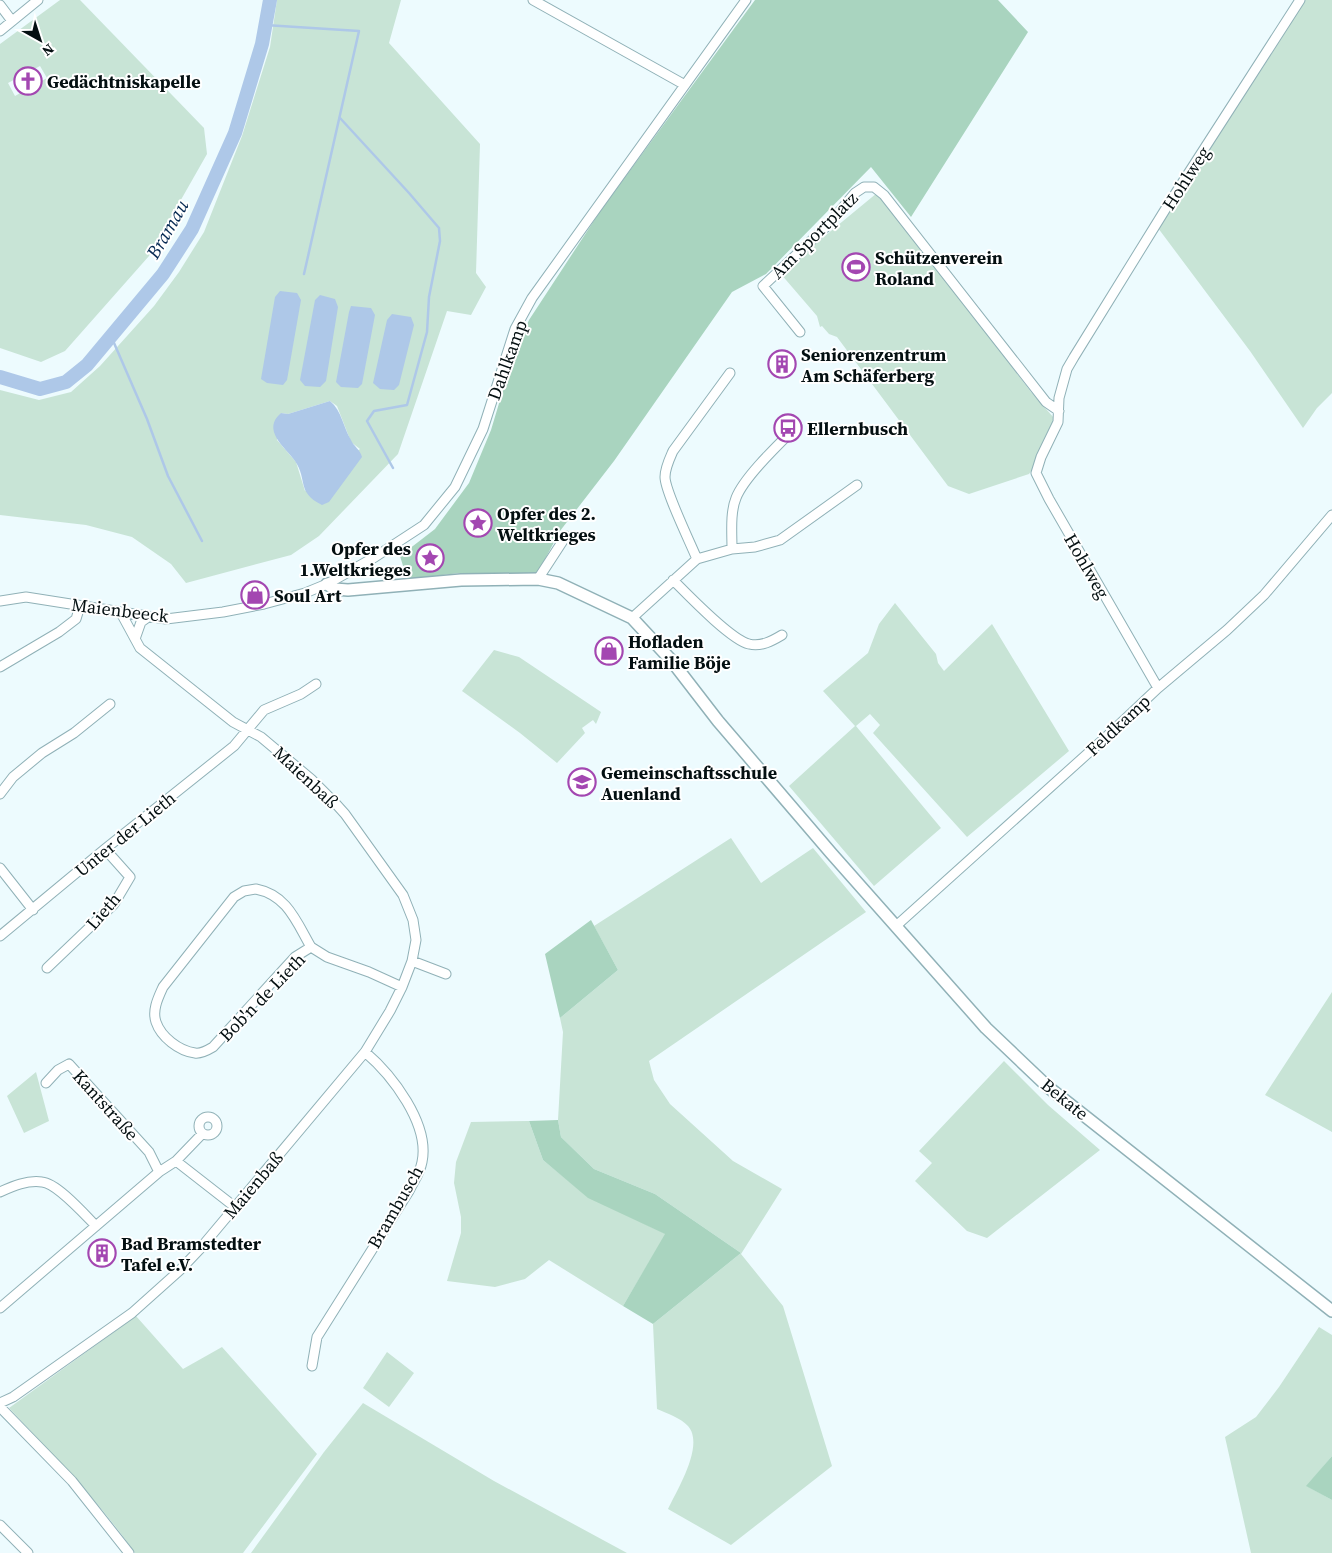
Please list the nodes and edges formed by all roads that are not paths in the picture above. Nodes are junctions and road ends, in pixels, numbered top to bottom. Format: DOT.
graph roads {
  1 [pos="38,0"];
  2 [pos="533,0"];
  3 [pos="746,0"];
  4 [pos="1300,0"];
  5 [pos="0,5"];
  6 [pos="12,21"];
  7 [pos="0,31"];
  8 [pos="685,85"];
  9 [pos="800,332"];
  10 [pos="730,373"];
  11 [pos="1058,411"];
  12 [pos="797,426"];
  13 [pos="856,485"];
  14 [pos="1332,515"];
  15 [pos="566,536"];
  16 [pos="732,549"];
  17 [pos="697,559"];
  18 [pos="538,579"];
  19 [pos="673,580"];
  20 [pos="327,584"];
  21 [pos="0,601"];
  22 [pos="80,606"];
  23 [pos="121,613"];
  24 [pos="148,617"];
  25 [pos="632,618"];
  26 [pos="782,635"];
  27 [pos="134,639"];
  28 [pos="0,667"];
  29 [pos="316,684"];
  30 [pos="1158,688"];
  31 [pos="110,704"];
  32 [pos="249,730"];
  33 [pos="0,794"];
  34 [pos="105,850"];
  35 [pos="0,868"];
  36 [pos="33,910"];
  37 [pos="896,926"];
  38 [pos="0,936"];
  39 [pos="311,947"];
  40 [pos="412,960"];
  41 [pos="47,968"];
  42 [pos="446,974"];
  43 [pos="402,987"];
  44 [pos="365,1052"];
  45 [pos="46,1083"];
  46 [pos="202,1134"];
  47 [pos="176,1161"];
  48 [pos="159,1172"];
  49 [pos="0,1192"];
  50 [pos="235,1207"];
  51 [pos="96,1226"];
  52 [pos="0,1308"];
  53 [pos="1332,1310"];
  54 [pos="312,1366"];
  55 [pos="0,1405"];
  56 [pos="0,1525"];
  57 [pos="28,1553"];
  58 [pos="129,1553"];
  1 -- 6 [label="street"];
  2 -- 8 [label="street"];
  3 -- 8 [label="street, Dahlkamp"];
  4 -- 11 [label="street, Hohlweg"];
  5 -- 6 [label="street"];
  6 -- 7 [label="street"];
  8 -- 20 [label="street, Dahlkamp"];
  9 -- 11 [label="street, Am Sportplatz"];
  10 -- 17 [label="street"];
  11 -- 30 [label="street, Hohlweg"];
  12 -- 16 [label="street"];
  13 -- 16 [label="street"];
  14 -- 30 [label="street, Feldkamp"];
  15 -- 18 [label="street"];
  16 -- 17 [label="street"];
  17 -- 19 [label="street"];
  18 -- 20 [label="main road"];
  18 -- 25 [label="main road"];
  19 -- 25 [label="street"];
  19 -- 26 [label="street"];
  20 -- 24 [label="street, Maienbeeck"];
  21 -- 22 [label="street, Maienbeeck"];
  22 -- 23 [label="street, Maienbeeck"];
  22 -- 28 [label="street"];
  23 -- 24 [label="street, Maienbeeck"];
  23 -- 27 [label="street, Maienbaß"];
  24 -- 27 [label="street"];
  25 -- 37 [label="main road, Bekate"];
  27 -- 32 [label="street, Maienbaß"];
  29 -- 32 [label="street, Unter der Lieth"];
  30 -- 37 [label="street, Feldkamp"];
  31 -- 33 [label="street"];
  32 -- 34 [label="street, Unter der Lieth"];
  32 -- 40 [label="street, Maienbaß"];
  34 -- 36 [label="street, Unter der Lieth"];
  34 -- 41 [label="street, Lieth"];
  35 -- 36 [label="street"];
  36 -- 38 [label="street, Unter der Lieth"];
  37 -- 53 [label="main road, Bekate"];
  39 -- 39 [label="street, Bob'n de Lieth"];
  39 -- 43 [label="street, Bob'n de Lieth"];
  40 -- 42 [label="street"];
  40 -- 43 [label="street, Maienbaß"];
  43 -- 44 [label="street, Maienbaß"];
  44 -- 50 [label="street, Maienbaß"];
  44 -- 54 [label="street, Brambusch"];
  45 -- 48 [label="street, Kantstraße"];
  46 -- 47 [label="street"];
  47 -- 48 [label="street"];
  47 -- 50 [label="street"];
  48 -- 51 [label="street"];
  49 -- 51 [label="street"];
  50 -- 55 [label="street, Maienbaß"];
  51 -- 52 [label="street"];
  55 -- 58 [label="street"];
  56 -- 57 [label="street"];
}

★ ★ ★ ★

> _What is expected_
Search the records for the string "Hohlweg" and return every line in which it occurs.

> _Output of the task_
  4 -- 11 [label="street, Hohlweg"];
  11 -- 30 [label="street, Hohlweg"];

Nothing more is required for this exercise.